[Start of section]

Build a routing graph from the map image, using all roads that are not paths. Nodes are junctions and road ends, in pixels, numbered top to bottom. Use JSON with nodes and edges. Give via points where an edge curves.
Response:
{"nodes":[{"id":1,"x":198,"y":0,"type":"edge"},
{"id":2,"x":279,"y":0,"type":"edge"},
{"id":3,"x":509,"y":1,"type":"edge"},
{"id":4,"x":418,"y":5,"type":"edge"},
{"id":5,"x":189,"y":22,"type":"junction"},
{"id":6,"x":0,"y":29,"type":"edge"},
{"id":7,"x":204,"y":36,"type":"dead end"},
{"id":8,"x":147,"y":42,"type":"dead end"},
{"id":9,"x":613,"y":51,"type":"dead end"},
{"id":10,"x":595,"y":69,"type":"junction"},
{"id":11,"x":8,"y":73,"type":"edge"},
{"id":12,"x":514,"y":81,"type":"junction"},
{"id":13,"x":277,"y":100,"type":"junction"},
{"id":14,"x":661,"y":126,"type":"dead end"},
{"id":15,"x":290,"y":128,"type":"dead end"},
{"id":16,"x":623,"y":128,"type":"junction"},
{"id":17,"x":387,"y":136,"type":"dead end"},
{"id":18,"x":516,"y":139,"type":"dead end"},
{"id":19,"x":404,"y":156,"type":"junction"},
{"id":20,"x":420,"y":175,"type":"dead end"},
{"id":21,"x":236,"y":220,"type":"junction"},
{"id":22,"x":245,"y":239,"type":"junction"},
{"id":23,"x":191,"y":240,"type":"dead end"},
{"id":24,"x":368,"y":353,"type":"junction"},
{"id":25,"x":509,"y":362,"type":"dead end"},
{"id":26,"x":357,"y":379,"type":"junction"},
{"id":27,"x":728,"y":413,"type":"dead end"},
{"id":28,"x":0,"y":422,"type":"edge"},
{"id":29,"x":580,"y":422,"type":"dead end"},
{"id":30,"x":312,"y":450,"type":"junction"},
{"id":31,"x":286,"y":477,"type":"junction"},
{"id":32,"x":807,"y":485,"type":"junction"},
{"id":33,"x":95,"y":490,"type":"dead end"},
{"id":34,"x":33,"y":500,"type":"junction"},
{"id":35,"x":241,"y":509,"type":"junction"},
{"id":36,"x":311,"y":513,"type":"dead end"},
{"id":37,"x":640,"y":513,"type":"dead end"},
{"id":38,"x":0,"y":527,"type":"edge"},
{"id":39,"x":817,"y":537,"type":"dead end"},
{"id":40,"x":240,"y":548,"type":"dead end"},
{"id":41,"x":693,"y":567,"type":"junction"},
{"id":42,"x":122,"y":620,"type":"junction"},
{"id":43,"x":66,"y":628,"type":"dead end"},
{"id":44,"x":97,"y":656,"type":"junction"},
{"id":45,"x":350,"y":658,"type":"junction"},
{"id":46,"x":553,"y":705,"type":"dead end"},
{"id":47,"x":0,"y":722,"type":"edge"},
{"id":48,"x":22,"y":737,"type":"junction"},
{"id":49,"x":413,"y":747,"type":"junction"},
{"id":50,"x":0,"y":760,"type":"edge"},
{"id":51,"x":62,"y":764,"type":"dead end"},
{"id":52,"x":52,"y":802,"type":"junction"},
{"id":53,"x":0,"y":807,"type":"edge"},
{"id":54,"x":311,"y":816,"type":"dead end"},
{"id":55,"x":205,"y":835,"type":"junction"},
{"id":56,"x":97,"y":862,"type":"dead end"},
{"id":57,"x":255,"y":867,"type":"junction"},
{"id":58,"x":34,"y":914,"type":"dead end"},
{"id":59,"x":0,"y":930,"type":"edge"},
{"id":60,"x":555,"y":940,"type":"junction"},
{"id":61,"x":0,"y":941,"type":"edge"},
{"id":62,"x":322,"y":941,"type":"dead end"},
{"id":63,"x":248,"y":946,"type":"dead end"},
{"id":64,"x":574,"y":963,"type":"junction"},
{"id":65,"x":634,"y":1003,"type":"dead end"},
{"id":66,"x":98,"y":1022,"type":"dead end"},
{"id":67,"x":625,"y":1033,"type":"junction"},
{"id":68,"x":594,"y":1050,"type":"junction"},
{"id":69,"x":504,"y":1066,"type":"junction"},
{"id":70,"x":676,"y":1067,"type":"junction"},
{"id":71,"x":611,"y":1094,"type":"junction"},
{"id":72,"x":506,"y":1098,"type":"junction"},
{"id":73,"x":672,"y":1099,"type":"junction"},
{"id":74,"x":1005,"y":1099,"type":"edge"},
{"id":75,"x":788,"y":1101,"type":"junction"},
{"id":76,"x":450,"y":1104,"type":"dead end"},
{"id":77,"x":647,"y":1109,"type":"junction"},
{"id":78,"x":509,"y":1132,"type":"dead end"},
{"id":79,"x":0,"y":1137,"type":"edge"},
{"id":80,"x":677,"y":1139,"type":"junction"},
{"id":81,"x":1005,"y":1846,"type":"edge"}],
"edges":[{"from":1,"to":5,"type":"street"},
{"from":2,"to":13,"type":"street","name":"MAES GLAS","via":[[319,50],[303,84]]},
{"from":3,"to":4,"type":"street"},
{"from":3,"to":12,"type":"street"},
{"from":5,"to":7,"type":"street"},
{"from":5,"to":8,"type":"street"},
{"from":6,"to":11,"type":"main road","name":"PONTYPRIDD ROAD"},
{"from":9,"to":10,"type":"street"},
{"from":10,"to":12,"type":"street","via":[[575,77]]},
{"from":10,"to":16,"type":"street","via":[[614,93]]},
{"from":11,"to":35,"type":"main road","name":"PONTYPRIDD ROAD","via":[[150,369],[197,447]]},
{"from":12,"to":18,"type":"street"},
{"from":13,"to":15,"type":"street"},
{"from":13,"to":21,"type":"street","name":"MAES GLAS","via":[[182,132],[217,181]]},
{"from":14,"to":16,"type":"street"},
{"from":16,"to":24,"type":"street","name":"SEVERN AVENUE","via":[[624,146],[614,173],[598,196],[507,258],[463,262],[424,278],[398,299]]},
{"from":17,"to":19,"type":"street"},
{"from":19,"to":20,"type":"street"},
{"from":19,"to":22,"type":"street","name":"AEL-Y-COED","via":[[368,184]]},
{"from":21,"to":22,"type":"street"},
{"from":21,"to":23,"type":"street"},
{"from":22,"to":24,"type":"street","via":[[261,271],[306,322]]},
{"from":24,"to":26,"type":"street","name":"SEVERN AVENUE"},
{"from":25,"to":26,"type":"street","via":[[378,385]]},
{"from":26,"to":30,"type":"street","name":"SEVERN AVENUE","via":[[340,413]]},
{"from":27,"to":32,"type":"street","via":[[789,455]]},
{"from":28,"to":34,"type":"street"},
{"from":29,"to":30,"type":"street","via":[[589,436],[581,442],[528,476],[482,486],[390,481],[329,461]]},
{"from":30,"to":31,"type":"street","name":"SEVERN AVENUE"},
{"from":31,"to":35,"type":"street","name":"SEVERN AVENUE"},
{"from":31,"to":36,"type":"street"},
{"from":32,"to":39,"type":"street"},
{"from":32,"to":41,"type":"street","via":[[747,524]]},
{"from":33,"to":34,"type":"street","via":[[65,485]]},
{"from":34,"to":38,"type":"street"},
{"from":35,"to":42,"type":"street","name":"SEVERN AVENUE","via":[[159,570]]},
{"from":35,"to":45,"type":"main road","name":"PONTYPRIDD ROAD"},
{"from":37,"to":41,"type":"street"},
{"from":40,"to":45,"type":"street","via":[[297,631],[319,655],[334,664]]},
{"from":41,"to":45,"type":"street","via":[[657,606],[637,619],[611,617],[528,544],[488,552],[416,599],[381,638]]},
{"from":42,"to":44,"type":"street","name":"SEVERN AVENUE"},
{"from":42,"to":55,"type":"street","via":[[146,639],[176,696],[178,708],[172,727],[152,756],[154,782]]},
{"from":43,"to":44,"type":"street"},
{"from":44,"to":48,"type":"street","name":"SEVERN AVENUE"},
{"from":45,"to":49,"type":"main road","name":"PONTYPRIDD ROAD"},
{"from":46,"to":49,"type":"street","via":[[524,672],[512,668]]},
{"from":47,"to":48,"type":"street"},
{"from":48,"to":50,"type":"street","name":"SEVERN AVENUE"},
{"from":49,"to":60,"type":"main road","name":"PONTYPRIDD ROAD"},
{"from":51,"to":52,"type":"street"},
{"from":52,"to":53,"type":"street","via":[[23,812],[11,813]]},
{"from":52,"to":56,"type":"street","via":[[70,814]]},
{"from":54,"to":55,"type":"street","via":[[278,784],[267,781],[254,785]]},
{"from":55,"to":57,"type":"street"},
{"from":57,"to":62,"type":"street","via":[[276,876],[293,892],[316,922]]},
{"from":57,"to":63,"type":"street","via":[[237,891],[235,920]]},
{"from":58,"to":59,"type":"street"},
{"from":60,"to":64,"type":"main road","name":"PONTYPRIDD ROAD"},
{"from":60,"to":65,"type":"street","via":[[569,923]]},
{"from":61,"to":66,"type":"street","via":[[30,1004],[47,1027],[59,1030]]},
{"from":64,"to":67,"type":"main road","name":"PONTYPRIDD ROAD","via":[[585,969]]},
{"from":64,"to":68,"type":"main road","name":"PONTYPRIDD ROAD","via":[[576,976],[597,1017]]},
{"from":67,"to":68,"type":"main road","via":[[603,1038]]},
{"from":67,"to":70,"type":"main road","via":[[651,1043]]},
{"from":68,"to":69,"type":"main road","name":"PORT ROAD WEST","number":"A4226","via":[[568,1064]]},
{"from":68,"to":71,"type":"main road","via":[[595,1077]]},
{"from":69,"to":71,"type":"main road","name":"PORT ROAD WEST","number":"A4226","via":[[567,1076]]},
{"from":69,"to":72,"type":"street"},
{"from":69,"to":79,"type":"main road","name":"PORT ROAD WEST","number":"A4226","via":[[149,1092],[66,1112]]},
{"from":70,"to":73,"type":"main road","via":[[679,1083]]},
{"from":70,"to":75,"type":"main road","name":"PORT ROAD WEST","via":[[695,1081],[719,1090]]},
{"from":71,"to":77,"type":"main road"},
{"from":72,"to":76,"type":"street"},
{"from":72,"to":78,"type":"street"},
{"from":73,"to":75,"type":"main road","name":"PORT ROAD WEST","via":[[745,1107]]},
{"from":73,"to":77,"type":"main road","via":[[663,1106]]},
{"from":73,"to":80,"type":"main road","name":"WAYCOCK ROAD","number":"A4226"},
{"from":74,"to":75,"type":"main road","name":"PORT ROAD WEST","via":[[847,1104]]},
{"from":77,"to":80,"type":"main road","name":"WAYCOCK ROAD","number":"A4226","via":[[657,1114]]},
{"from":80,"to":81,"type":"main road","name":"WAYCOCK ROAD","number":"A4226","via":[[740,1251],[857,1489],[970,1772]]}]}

[End of section]

TASK DIRECTIONS: Above are some records. Copy each of their lines that holds the string "WAYCOCK".

EXERCISE ANSWER:
{"from":73,"to":80,"type":"main road","name":"WAYCOCK ROAD","number":"A4226"},
{"from":77,"to":80,"type":"main road","name":"WAYCOCK ROAD","number":"A4226","via":[[657,1114]]},
{"from":80,"to":81,"type":"main road","name":"WAYCOCK ROAD","number":"A4226","via":[[740,1251],[857,1489],[970,1772]]}]}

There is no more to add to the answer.